◆ ABOUT THIS EXERCISE ◆
Verbatim transcription with images omitted: return the entries below in full.
:: DATASET EXCERPTS ::
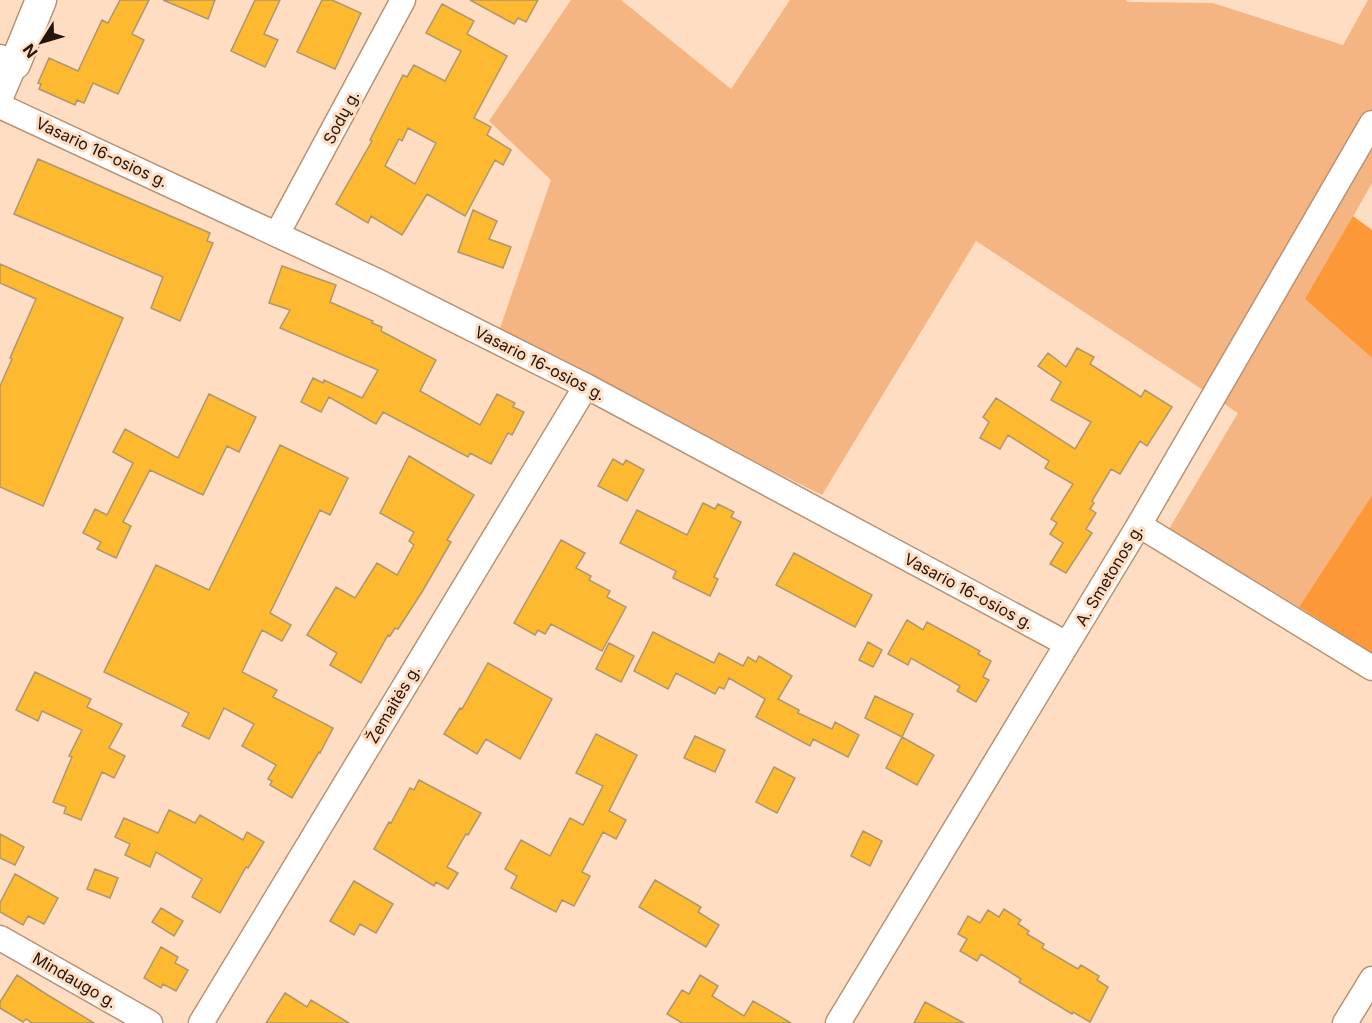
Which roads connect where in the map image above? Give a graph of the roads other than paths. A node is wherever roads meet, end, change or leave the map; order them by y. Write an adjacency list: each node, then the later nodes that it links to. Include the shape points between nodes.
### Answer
1 (41, 0): 3 (street)
2 (404, 0): 7 (street, Sodų g.)
3 (7, 60): 4 (street)
4 (0, 99)
5 (0, 106): 7 (street, Vasario 16-osios g.)
6 (1372, 123): 9 (street, A. Smetonos g.)
7 (277, 234): 8 (street, Vasario 16-osios g.)
8 (586, 386): 10 (street, Vasario 16-osios g.); 15 (street, Žemaitės g.)
9 (1139, 525): 10 (street, A. Smetonos g.); 11 (street)
10 (1067, 644): 16 (street, A. Smetonos g.)
11 (1372, 668)
12 (0, 938): 14 (street, Mindaugo g.)
13 (1372, 980): 17 (street)
14 (150, 1023)
15 (201, 1023)
16 (838, 1023)
17 (1346, 1023)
:::
◆ EXERCISE OUTPUT ◆
Which roads connect where in the map image above? Give a graph of the roads other than paths. A node is wherever roads meet, end, change or leave the map; order them by y. Write an adjacency list: each node, then the later nodes that it links to. Include the shape points between nodes.
### Answer
1 (41, 0): 3 (street)
2 (404, 0): 7 (street, Sodų g.)
3 (7, 60): 4 (street)
4 (0, 99)
5 (0, 106): 7 (street, Vasario 16-osios g.)
6 (1372, 123): 9 (street, A. Smetonos g.)
7 (277, 234): 8 (street, Vasario 16-osios g.)
8 (586, 386): 10 (street, Vasario 16-osios g.); 15 (street, Žemaitės g.)
9 (1139, 525): 10 (street, A. Smetonos g.); 11 (street)
10 (1067, 644): 16 (street, A. Smetonos g.)
11 (1372, 668)
12 (0, 938): 14 (street, Mindaugo g.)
13 (1372, 980): 17 (street)
14 (150, 1023)
15 (201, 1023)
16 (838, 1023)
17 (1346, 1023)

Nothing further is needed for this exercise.